Machine Learning for Retail Sales Forecasting — Feature Engineering

Understand the impacts of additional features (stock-out, store closing date or cannibalisation) on an ML model for sales forecasting.

Need Help?

Based on feedback from the last Makridakis Forecasting Competitions, Machine Learning models can reduce forecasting error by up to 60% relative to benchmarks.

Their major advantage is the ability to incorporate external features that significantly affect sales variability.

For example, e-commerce cosmetics sales are driven by special events (e.g. promotions) and by features associated with how you advertise a reference on the website (e.g. first page, second page, …).

This process, called feature engineering, is based on analytical concepts and business insights to understand what could drive your sales.

In this article, we examine the impact of several features on the accuracy of a model using the M5 Forecasting competition dataset.

💌 New articles straight to your inbox for free: Newsletter

💡

SUMMARY
I. Introduction
1. Data set
2. Initial Solution using LGBM
3. Features Analysis
II. Experiment
1. Additional features
2. Results
III. Conclusion and next steps

Introduction

Data set

This analysis will be based on the M5 Forecasting dataset of Walmart store sales records.

1,913 days for the training set and 28 days for the evaluation set
10 stores in 3 states (USA)
3,049 unique in 10 stores
3 main categories and 7 departments (sub-categories)

The objective is to predict sales for all products in each store in the 28 days following the available dataset.

We will generate 30,490 forecasts for each day in the prediction horizon.

This image shows the structure of the retail dataset used for forecasting. On the left, there are three U.S. states: Texas, Wisconsin, and California, each containing multiple stores.

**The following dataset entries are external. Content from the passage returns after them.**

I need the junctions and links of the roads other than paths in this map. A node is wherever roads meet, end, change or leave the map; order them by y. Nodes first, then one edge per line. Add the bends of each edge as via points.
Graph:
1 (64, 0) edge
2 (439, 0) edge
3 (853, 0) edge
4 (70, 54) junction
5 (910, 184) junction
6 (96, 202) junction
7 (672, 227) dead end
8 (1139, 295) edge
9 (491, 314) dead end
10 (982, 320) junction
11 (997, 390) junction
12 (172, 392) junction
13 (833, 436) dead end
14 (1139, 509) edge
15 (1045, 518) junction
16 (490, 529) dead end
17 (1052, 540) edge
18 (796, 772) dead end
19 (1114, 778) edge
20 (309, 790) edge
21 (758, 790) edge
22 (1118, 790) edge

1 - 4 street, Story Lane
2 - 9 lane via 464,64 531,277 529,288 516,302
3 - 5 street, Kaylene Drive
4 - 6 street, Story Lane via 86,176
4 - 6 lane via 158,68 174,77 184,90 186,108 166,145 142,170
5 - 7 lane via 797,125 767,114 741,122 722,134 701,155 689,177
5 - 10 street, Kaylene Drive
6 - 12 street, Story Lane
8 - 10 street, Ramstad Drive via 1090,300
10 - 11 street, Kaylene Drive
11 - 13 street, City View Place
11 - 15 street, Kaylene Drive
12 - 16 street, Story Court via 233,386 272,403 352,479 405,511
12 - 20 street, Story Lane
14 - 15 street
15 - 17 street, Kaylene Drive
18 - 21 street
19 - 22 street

Each st

We’ll use the validation set to measure the performance of our model.

Initial Solution using LGBM

As a base model, we will use the solution introduced in a previous article.

In this notebook, you will find all the different steps to build a quite good model with a reasonable computing time:

Import and processing of raw data
Exploratory Data Analysis
Features Engineering

i) Seasonality: week number, day, month, day of the week
ii) Pricing: the weekly price of an item in each store, special events
iii) Trends: sales lags (n-p days), average volume per {item, (item +store)}, …
iv) Categorical Variables encoding: item, store, department, category, state

Model Training: 1 model LightGBM per store

Features Engineering

To emphasise the impact of feature engineering, we will not change the model and will examine only which features we use.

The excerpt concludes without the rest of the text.